La pagina nera
Keith Haring a Pisa
Il problema di un sito
ritrovato avvilito
Fabio Isman
«Sibari non è soltanto un parco archeologico e un museo: è soprattutto una scommessa, che riguarda il territorio e gli sforzi per qualificarsi, e il ripristino della legalità», spiega l’archeologo Filippo Demma, casertano, cinquantun anni, allievo di Fausto Zevi, che lo dirige da poco più di un anno, insieme con il polo dei musei calabresi. Demma è un irriducibile: anche grazie a una rete di amicizie e collaboratori cerca di risolvere tante tra le numerose difficoltà di fronte alle quali si è improvvisamente trovato, e che racconta qui.
Buona parte del sito di Sibari, in provincia di Cosenza, è invaso dalla falda aquifera: sta a sei metri sotto il suo livello. «La drenano dieci pompe; ma sono antiche di quarant’anni. Hanno avuto soltanto costose manutenzioni, e non sono mai state rinnovate. Ora - per fortuna nella parte di scavi chiusa al pubblico - quattro hanno smesso di funzionare. Esisteva un progetto per sostituirle, ma non se n’è fatto nulla; abbiamo disegnato un nuovo “masterplan” per la soluzione definitiva del problema, a un livello assai progredito, con l’aiuto di ingegneri e tecnici specializzati. Di fronte all’emergenza e al maltempo, però, siamo stati costretti a provvedere d’urgenza alla sostituzione della maggior parte tra i meccanismi che avevano smesso di funzionare».
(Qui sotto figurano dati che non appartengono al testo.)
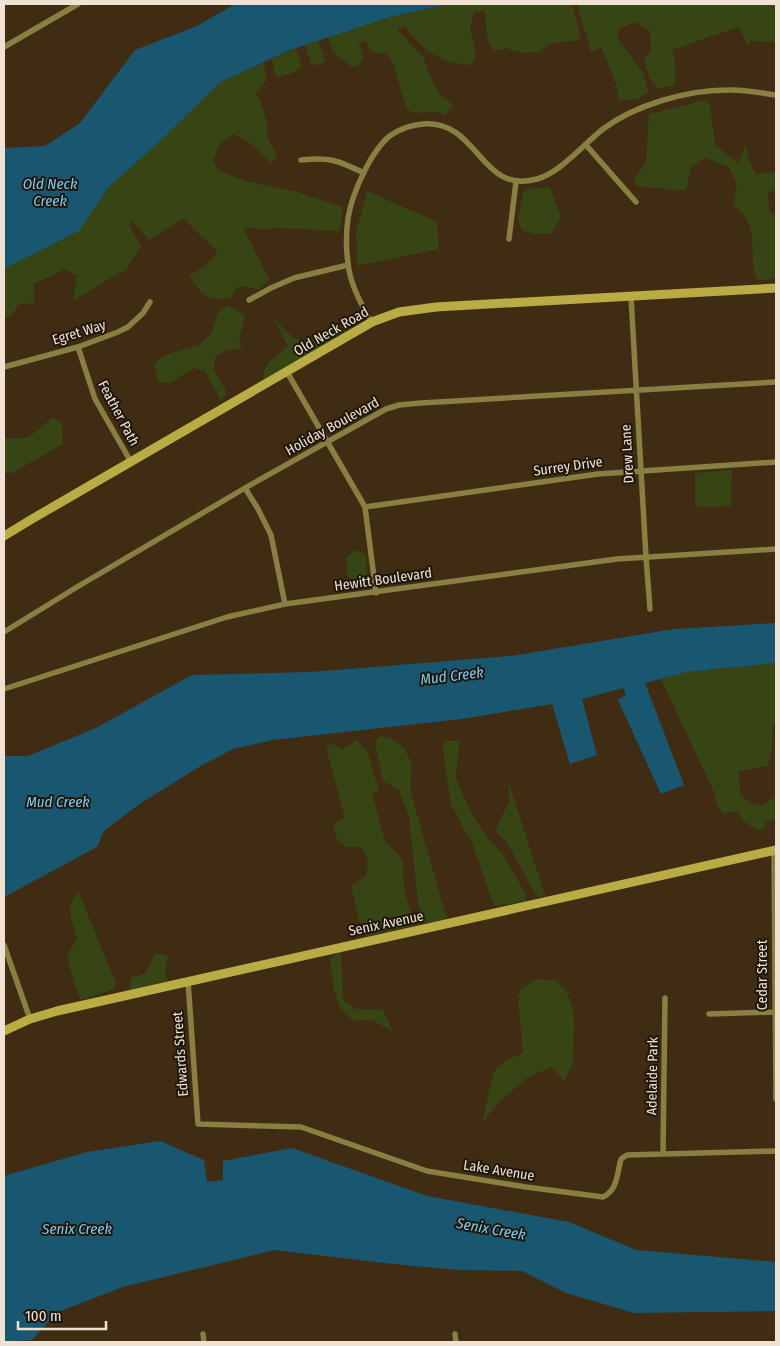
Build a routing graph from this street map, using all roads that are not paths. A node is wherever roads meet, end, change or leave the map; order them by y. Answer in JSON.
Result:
{"nodes":[{"id":1,"x":78,"y":4,"type":"edge"},
{"id":2,"x":4,"y":47,"type":"edge"},
{"id":3,"x":776,"y":95,"type":"edge"},
{"id":4,"x":586,"y":145,"type":"junction"},
{"id":5,"x":301,"y":160,"type":"dead end"},
{"id":6,"x":364,"y":172,"type":"junction"},
{"id":7,"x":516,"y":182,"type":"junction"},
{"id":8,"x":636,"y":202,"type":"dead end"},
{"id":9,"x":509,"y":239,"type":"dead end"},
{"id":10,"x":348,"y":265,"type":"junction"},
{"id":11,"x":776,"y":288,"type":"edge"},
{"id":12,"x":631,"y":297,"type":"junction"},
{"id":13,"x":249,"y":300,"type":"dead end"},
{"id":14,"x":150,"y":302,"type":"dead end"},
{"id":15,"x":372,"y":322,"type":"junction"},
{"id":16,"x":78,"y":347,"type":"junction"},
{"id":17,"x":4,"y":367,"type":"edge"},
{"id":18,"x":287,"y":372,"type":"junction"},
{"id":19,"x":776,"y":382,"type":"edge"},
{"id":20,"x":637,"y":390,"type":"junction"},
{"id":21,"x":328,"y":442,"type":"junction"},
{"id":22,"x":131,"y":462,"type":"junction"},
{"id":23,"x":776,"y":462,"type":"edge"},
{"id":24,"x":641,"y":470,"type":"junction"},
{"id":25,"x":245,"y":488,"type":"junction"},
{"id":26,"x":364,"y":507,"type":"junction"},
{"id":27,"x":4,"y":536,"type":"edge"},
{"id":28,"x":776,"y":550,"type":"edge"},
{"id":29,"x":646,"y":557,"type":"junction"},
{"id":30,"x":376,"y":593,"type":"junction"},
{"id":31,"x":285,"y":604,"type":"junction"},
{"id":32,"x":650,"y":609,"type":"dead end"},
{"id":33,"x":4,"y":632,"type":"edge"},
{"id":34,"x":4,"y":689,"type":"edge"},
{"id":35,"x":775,"y":850,"type":"edge"},
{"id":36,"x":4,"y":945,"type":"edge"},
{"id":37,"x":188,"y":981,"type":"junction"},
{"id":38,"x":665,"y":998,"type":"dead end"},
{"id":39,"x":775,"y":1012,"type":"junction"},
{"id":40,"x":708,"y":1014,"type":"dead end"},
{"id":41,"x":30,"y":1019,"type":"junction"},
{"id":42,"x":4,"y":1031,"type":"edge"},
{"id":43,"x":776,"y":1099,"type":"edge"},
{"id":44,"x":198,"y":1124,"type":"joint"},
{"id":45,"x":776,"y":1151,"type":"edge"},
{"id":46,"x":663,"y":1154,"type":"junction"},
{"id":47,"x":203,"y":1334,"type":"dead end"},
{"id":48,"x":455,"y":1334,"type":"dead end"},
{"id":49,"x":204,"y":1342,"type":"edge"},
{"id":50,"x":456,"y":1342,"type":"edge"}],
"edges":[{"from":1,"to":2,"type":"street"},
{"from":3,"to":4,"type":"street"},
{"from":4,"to":7,"type":"street"},
{"from":4,"to":8,"type":"street"},
{"from":5,"to":6,"type":"street"},
{"from":6,"to":7,"type":"street"},
{"from":6,"to":10,"type":"street"},
{"from":7,"to":9,"type":"street"},
{"from":10,"to":13,"type":"street"},
{"from":10,"to":15,"type":"street"},
{"from":11,"to":12,"type":"street","name":"Old Neck Road"},
{"from":12,"to":15,"type":"street","name":"Old Neck Road"},
{"from":12,"to":20,"type":"street","name":"Drew Lane"},
{"from":14,"to":16,"type":"street","name":"Egret Way"},
{"from":15,"to":18,"type":"street","name":"Old Neck Road"},
{"from":16,"to":17,"type":"street","name":"Egret Way"},
{"from":16,"to":22,"type":"street","name":"Feather Path"},
{"from":18,"to":21,"type":"street"},
{"from":18,"to":22,"type":"street","name":"Old Neck Road"},
{"from":19,"to":20,"type":"street","name":"Holiday Boulevard"},
{"from":20,"to":21,"type":"street","name":"Holiday Boulevard"},
{"from":20,"to":24,"type":"street","name":"Drew Lane"},
{"from":21,"to":25,"type":"street","name":"Holiday Boulevard"},
{"from":21,"to":26,"type":"street"},
{"from":22,"to":27,"type":"street","name":"Old Neck Road"},
{"from":23,"to":24,"type":"street","name":"Surrey Drive"},
{"from":24,"to":26,"type":"street","name":"Surrey Drive"},
{"from":24,"to":29,"type":"street","name":"Drew Lane"},
{"from":25,"to":31,"type":"street"},
{"from":25,"to":33,"type":"street","name":"Holiday Boulevard"},
{"from":26,"to":30,"type":"street"},
{"from":28,"to":29,"type":"street","name":"Hewitt Boulevard"},
{"from":29,"to":30,"type":"street","name":"Hewitt Boulevard"},
{"from":29,"to":32,"type":"street","name":"Drew Lane"},
{"from":30,"to":31,"type":"street","name":"Hewitt Boulevard"},
{"from":31,"to":34,"type":"street","name":"Hewitt Boulevard"},
{"from":35,"to":37,"type":"street","name":"Senix Avenue"},
{"from":35,"to":39,"type":"street","name":"Cedar Street"},
{"from":36,"to":41,"type":"street"},
{"from":37,"to":41,"type":"street","name":"Senix Avenue"},
{"from":37,"to":44,"type":"street","name":"Edwards Street"},
{"from":38,"to":46,"type":"street","name":"Adelaide Park"},
{"from":39,"to":40,"type":"street"},
{"from":39,"to":43,"type":"street","name":"Cedar Street"},
{"from":41,"to":42,"type":"street","name":"Senix Avenue"},
{"from":44,"to":46,"type":"street","name":"Lake Avenue"},
{"from":45,"to":46,"type":"street","name":"Lake Avenue"},
{"from":47,"to":49,"type":"street"},
{"from":48,"to":50,"type":"street"}]}
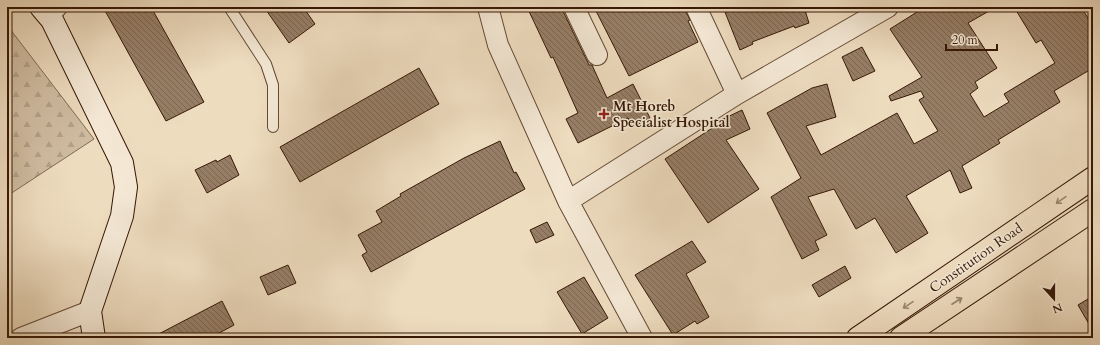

La Regione, all’inizio dell’anno, non ha rinnovato i contratti a ventiquattro tirocinanti formati in due anni di lavoro e impegnati nell’area: «Per poco, siamo rimasti chiusi anche a causa della recrudescenza pandemica che ha assottigliato le nostre stesse fila. Adesso, anche grazie alle possibilità gestionali garantite dall’autonomia del sito, è tutto riaperto e la situazione è sotto controllo; speriamo, dopo l’estate, di riottenere il personale che, a tempo parziale, operava prima con noi». Ma, ancora: «Invece degli undici funzionari previsti, ne possiedo appena uno; e circa la metà tra i custodi in organico. Anche il museo di Amendolara fa parte del nostro sito; è lontano trenta chilometri: ogni giorno lo raggiunge qualcuno che parte da Sibari, e il Comune ci aiuta a tenerlo aperto. A Sibari, invece, un’associazione ci dà una mano per l’accoglienza».
Il luogo è tra i più ricchi della Magna Grecia: fondato nel 710 a.C., è vissuto fino al VII secolo d.C. Da circa un annetto è diventato museo autonomo. E subito, a complicare le cose, ci si è messa anche la burocrazia: «Sono stati necessari cinque mesi per ottenere un servizio di cassa, e poter quindi ricevere i fondi; sugli scavi, intanto, era cresciuta una foresta vergine».
Il museo possedeva un ordinamento antico, datato, superato: «Con vetrine degli anni Novanta, e supporti didattici di quattro tipi diversi. Le nuove sale, terminate all’indomani dell’alluvione del fiume Crati, che nel 2013 aveva sommerso l’intero sito, non erano mai state utilizzate. Le abbiamo aperte a dicembre, rimodulando un progetto da cinquecentomila euro già appaltato, in collaborazione con il Segretariato regionale per la Calabria, che curava la procedura, e la ditta aggiudicataria che, su nostra richiesta, ha rimodulato gran parte dell’offerta, le cui tecnologie erano già obsolete. Tanti mi hanno dato una mano; adesso esiste un allestimento provvisorio, ma moderno; risistemate alcune sale, e altre lasciate come erano».